Tuesday, September 18, 2012

Training Day One Hundred Forty Five

Had to get up at 6 and do my usual walk due to having a lecture at 8. Straight after that I headed towards the gym and got my workout done for the day. After that it's packing time before my girlfriend and I head up to Gränna where we're visiting some friends. Thankfully they've got Internet, which is important since I still have University related stuff to do.

Back double biceps pic taken this morning after breakfast.

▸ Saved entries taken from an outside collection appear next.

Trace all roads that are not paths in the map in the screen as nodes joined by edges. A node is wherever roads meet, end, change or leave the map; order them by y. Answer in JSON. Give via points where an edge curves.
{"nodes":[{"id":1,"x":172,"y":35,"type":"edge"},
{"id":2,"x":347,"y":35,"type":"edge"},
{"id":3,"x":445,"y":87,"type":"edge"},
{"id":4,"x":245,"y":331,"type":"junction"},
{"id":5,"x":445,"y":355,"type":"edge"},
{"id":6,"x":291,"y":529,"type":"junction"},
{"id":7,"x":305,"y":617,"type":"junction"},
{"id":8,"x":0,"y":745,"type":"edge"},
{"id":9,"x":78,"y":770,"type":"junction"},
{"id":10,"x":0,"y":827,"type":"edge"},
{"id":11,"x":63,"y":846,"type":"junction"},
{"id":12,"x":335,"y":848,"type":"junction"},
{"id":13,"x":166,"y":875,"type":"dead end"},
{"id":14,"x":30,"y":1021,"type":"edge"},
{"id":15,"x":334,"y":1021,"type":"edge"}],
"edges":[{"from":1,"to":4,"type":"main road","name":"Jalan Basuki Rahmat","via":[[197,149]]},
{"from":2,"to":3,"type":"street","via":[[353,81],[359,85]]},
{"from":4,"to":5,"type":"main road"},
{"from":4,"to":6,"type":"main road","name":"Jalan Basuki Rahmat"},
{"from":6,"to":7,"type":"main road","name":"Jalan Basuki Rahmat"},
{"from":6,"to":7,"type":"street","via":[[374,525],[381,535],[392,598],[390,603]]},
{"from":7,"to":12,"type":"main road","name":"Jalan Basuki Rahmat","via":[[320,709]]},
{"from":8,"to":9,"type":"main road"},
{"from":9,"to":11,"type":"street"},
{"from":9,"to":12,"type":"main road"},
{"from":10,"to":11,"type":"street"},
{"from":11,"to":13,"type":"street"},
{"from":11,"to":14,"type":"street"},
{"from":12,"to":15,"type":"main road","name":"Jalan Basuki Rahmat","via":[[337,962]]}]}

# WORKOUT: BACK, TRAPEZIUS, FOREARMS


# Wide-Grip Lat Pulldown
- Set 1: 8 x 66,1 lbs (30 kg)
- Set 2: 8 x 77,1 lbs (35 kg)
- Set 3: 8 x 99,2 lbs (45 kg)
- Set 4: 8 x 121,2 lbs (55 kg)
- Set 5: 8 x 132,2 lbs (60 kg)
- Set 6: 8 x 143,3 lbs (65 kg) 

# Cable Seated Row
- Set 1: 8 66,1 lbs (30 kg)
- Set 2: 8 77,1 lbs (35 kg)
- Set 3: 8 x 88,1 lbs (40 kg)
- Set 4: 8 99,2 lbs (45 kg)
- Set 5: 8 99,2 lbs (45 kg)
- Set 6: 8 x 110,2 lbs (50 kg)

# Back Extensions - Hyperextensions
- Set 1: 12 x Bodyweight
- Set 2: 8 x 33 lbs (15 kg)
- Set 3: 8 x 33 lbs (15 kg)

# Cable Upright Row
- Set 1: 8 88,1 lbs (40 kg)
- Set 2: 8 99,2 lbs (45 kg)
- Set 3: 8 110,2 lbs (50 kg)
- Set 4: 8 121,2 lbs (55 kg)

# Reverse Barbell Preacher Curl
- Set 1: 8 x 38,5 lbs (17,5 kg)
- Set 2: 8 x 44 lbs (20 kg)
- Set 3: 8 x 55,1 lbs (25 kg)

# Palms-Up Barbell Wrist Curl Over A Bench
- Set 1: 8 44 lbs (20 kg)
- Set 2: 8 55,1 lbs (25 kg)
- Set 3: 8 66,1 lbs (30 kg)

# MORNING WALK TIME: 43,52 MINUTES


# Workout Notes:
Excellent workout for the evening. Was able to target the muscles perfectly throughout the entire workout. Probably a result of holding back on the weights and not getting too excited.